3 Reasons It’s Safe to Remove Additional Buyer’s Stamp Duty (ABSD)

by SRX

3 Reasons It’s Safe to Remove Additional Buyer's Stamp Duty

Elections Can Mark a Return to Normalcy in Singapore’s Property Markets

On the morning of Singapore’s elections, the property market is stable. In our opinion, a combination of steps by the government and the real estate industry over the last few years have made it safe to remove the Additional Buyer Stamp Duty (ABSD) and make Singapore the envy of global property markets.

As nearby articles HDB Market Stablizes in August, No Doubt, the Bubble has Burst, and Singapore Rentals Continue to Slide demonstrate with the latest market data, prices in all of Singapore’s property markets are subdued and there is no longer a threat of a housing bubble.

Furthermore, we have, and continue to submit, that overall price indices have not kept pace with growth in Gross Domestic Product (GDP) and Median Household Income. (See GDP and Household Income Increase while Property Prices Drop.) As such, housing is very much affordable vis-à-vis key macroeconomic indicators thanks to efforts by HDB, including the construction of more Built-to-Order and other initiatives designed to improve affordability.
Since prices are under control and home ownership is accessible to all generations of Singaporeans, it is an opportune time to remove ABSD for the good of the overall economy.

As China struggles and Europe stagnates, capital is in search of a safe haven for investment. The United States is clearly a destination but Singapore can once again be. Imagine a robust Singapore economy driven, in part, by a robust and transparent international property market.

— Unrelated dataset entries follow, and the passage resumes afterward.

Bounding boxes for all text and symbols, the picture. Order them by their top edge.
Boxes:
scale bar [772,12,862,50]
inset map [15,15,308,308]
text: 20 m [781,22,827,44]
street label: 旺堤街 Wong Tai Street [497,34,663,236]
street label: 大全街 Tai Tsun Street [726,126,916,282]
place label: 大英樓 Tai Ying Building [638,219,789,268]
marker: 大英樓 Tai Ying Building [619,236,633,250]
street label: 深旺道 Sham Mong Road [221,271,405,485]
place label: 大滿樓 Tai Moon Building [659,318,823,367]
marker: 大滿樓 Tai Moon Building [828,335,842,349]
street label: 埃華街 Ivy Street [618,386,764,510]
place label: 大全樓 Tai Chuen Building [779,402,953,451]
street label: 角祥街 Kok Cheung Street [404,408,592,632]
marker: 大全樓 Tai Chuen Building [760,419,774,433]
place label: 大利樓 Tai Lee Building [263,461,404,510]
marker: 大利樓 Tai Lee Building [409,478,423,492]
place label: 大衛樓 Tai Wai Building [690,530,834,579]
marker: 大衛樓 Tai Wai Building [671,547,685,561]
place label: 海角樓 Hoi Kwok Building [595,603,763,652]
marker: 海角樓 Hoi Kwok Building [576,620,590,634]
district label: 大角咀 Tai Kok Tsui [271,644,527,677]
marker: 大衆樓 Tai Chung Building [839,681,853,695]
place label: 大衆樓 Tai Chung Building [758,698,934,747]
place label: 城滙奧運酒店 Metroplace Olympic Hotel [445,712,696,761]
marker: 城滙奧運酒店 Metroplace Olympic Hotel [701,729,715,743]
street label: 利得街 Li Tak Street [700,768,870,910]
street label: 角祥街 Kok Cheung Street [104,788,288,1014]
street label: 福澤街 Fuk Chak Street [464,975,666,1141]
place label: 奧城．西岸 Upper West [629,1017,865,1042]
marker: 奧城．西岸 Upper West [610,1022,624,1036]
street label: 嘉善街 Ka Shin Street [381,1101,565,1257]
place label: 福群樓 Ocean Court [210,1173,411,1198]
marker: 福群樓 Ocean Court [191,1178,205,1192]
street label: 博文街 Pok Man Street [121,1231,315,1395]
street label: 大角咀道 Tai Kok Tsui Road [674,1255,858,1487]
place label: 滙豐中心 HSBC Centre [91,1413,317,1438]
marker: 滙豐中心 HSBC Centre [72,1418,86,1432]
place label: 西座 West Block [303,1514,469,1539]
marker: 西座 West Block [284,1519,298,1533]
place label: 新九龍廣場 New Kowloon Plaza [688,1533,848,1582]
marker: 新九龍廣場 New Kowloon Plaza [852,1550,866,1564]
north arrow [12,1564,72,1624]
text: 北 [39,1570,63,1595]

It’s possible to achieve this vision without risking a return to the rapid price expansion of 2010-2012. In fact, the Singapore market has learned much since the financial crisis of 2008. We have three tools at our disposal that make it safe to remove ABSD:

  • Standardized underwriting constraints;
  • Flexible speculation controls;
  • Transparent pricing.
  • Standardized Underwriting Constraints

In his book, Hidden in Plain Sight, Peter Wallison, a member of the Financial Crisis Inquiry Commission authorized by the United States Congress, 2009-2011, writes:

“It is clear beyond doubt that good underwriting standards produce a stable housing market during normal (non-stressed) times, while deviations from these standards produce instability and high rates of mortgage default. A decision to loosen underwriting standards as a matter of deliberate (U.S.) government policy was a serious error.”

A stable housing market underpins a strong financial system and vice versa. As such, in late 2012, the Monetary Authority of Singapore (MAS) conducted a thematic inspection of the residential property loans business of the major banks in Singapore. MAS determined that there were “areas for improvement, particularly in banks’ underwriting practices.”

Following its thematic inspection, MAS took several steps in 2013 to standardize the mortgage underwriting process.

These steps included:

  • Tightening loan-to-value (“LTV”) limits for different loan scenarios;
  • Reducing maximum loan tenures;
  • Reducing the mortgage servicing ratio (“MSR”) for HDB loans to 30%;
  • Imposing a total debt servicing ratio (“TDSR”) of 60%.

SRX Property’s analysis on the effectiveness of Cooling Measures indicate it was a combination of increased housing supply and the standardization of underwriting that stabilized the market.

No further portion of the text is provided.